We have used a single-row table in the past (not often). In our case, this table was used to store system-wide configuration values that were updatable via a web interface. We could have gone the route of a simple name/value table, but the end client preferred a single row. I personally would have preferred the latter, but it really is up to preference, especially if this table will never have any sort of relationship with another table.
I really cannot figure out why this would be the best solution. It seams more efficient to just have some kind of config file that will contain the data that would be in the tables one row. The cost of connecting to the database and querying the one row would be more costly. However if this is going to be some kind of config for the database logic. Then this would make a little bit more sense depending on the type of database you are using.
I use the totally awesome rails-settings plugin for this http://github.com/Squeegy/rails-settings/tree/master
It's really easy to set up and provides a nice syntax:
Settings.admin_password = 'supersecret'
Settings.date_format = '%m %d, %Y'
Settings.cocktails = ['Martini', 'Screwdriver', 'White Russian']
Settings.foo = 123
Want a list of all the settings?
Settings.all # returns {'admin_password' => 'super_secret', 'date_format' => '%m %d, %Y'}
Set defaults for certain settings of your app. This will cause the defined settings to return with the Specified value even if they are not in the database. Make a new file in config/initializers/settings.rb with the following:
Settings.defaults[:some_setting] = 'footastic'
A use for this might be to store the current version of the database.
If one were storing database versions for schema changes it would need to reside within the database itself.
I currently analyse the schema and update accordingly but am thinking of moving to versioning. Unless someone has a better idea.
I use vb.net and sql express
Unless there are insert constraints on the table a timestamp for versioning then this sounds like a bad idea.
There was a table set up like this in a project I inherited. It was for configuration data, and the reason that was given was that it made for very simple queries:
SELECT WidgetSize FROM ConfigTable
SELECT FooLength FROM ConfigTable
Okay fine. We converted to a generalized configuration table:
ID Name IntValue StringValue TextValue
This has served our purposes well.
CREATE TABLE VERSION (VERSION_STRING VARCHAR2(20 BYTE))
?
I used a single datum in a SQLite database as a counter in a dynamic web page. That's the simplest way I can think of to make it thread-safe (or process-safe to be precise).
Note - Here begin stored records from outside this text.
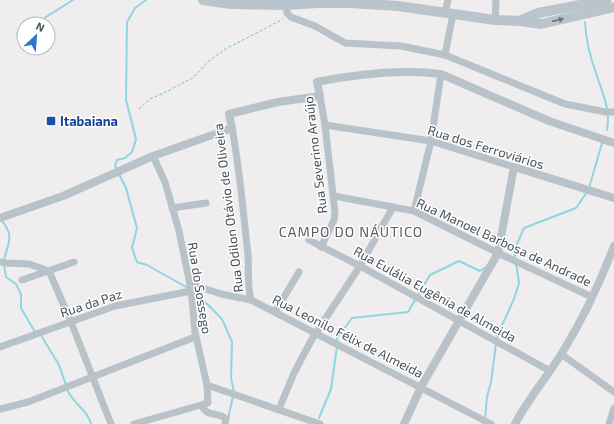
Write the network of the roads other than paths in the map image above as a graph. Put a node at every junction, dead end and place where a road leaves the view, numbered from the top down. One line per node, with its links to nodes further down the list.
1 (203, 0): 6 (main road)
2 (448, 0): 9 (street)
3 (496, 0): 10 (street)
4 (606, 0): 11 (main road)
5 (318, 1): 8 (main road); 9 (main road)
6 (231, 2): 8 (main road)
7 (614, 7): 11 (main road, one-way to 7)
8 (288, 10): 12 (street)
9 (449, 13): 10 (main road); 12 (street)
10 (495, 20): 11 (main road)
11 (520, 20)
12 (445, 54): 15 (street)
13 (441, 74): 14 (street, Rua Severino Araújo); 18 (street); 19 (street)
14 (320, 96): 16 (street, Rua Severino Araújo); 17 (street, Rua Odilon Otávio de Oliveira)
15 (614, 112)
16 (325, 125): 18 (street, Rua dos Ferroviários); 22 (street, Rua Severino Araújo)
17 (232, 128): 20 (street); 41 (street, Rua Odilon Otávio de Oliveira)
18 (431, 141): 21 (street, Rua dos Ferroviários); 27 (street)
19 (614, 144)
20 (153, 156): 26 (street, Rua do Sossego); 28 (street)
21 (514, 167): 23 (street, Rua dos Ferroviários); 32 (street)
22 (334, 196): 25 (street, Rua Manoel Barbosa de Andrade); 31 (street, Rua Severino Araújo)
23 (614, 198)
24 (206, 203): 26 (street)
25 (393, 207): 27 (street, Rua Manoel Barbosa de Andrade); 35 (street)
26 (172, 208): 39 (street, Rua do Sossego)
27 (414, 211): 32 (street, Rua Manoel Barbosa de Andrade)
28 (0, 218)
29 (309, 240): 31 (street, Rua Eulália Eugênia de Almeida)
30 (614, 246): 40 (street)
31 (321, 247): 35 (street, Rua Eulália Eugênia de Almeida)
32 (498, 253): 40 (street, Rua Manoel Barbosa de Andrade); 43 (street)
33 (0, 262): 36 (street)
34 (74, 262): 36 (street)
35 (360, 266): 43 (street, Rua Eulália Eugênia de Almeida); 45 (street)
36 (48, 271): 38 (street); 44 (street)
37 (299, 272): 42 (street)
38 (22, 280)
39 (190, 287): 41 (street, Rua Leonilo Félix de Almeida); 44 (street, Rua da Paz); 46 (street, Rua do Sossego)
40 (592, 297): 48 (street)
41 (252, 300): 42 (street, Rua Leonilo Félix de Almeida)
42 (275, 312): 45 (street, Rua Leonilo Félix de Almeida)
43 (460, 320): 49 (street, Rua Eulália Eugênia de Almeida); 52 (street)
44 (70, 322): 47 (street, Rua da Paz); 50 (street)
45 (316, 333): 52 (street, Rua Leonilo Félix de Almeida); 57 (street)
46 (195, 336): 50 (street); 51 (street, Rua do Sossego)
47 (0, 347)
48 (562, 354): 49 (street); 53 (street)
49 (550, 371): 58 (street)
50 (92, 377): 56 (street); 59 (street)
51 (207, 385): 54 (street, Rua do Sossego); 57 (street)
52 (421, 387): 63 (street); 64 (street, Rua Leonilo Félix de Almeida)
53 (614, 392)
54 (205, 404): 60 (street); 61 (street)
55 (614, 408): 65 (street)
56 (0, 409)
57 (279, 409): 62 (street)
58 (516, 423)
59 (111, 424)
60 (134, 424)
61 (225, 424)
62 (320, 424)
63 (404, 424)
64 (491, 424)
65 (609, 424)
But I am not sure whether it's a good idea.
I think the best way to deal with these scenarios is to, rather than using a database at all, use the configuration file (which is usually XML) or make your own configuration file that is read during start up of the application. It only takes a few minutes to write the code to read the file in.
The advantage here is that the there is no chance accidentally adding additional values for the same XML variable, and its great for testing because you don't need to write a lot of code to test the different inputs, just a simple change to the text value and re-run the application.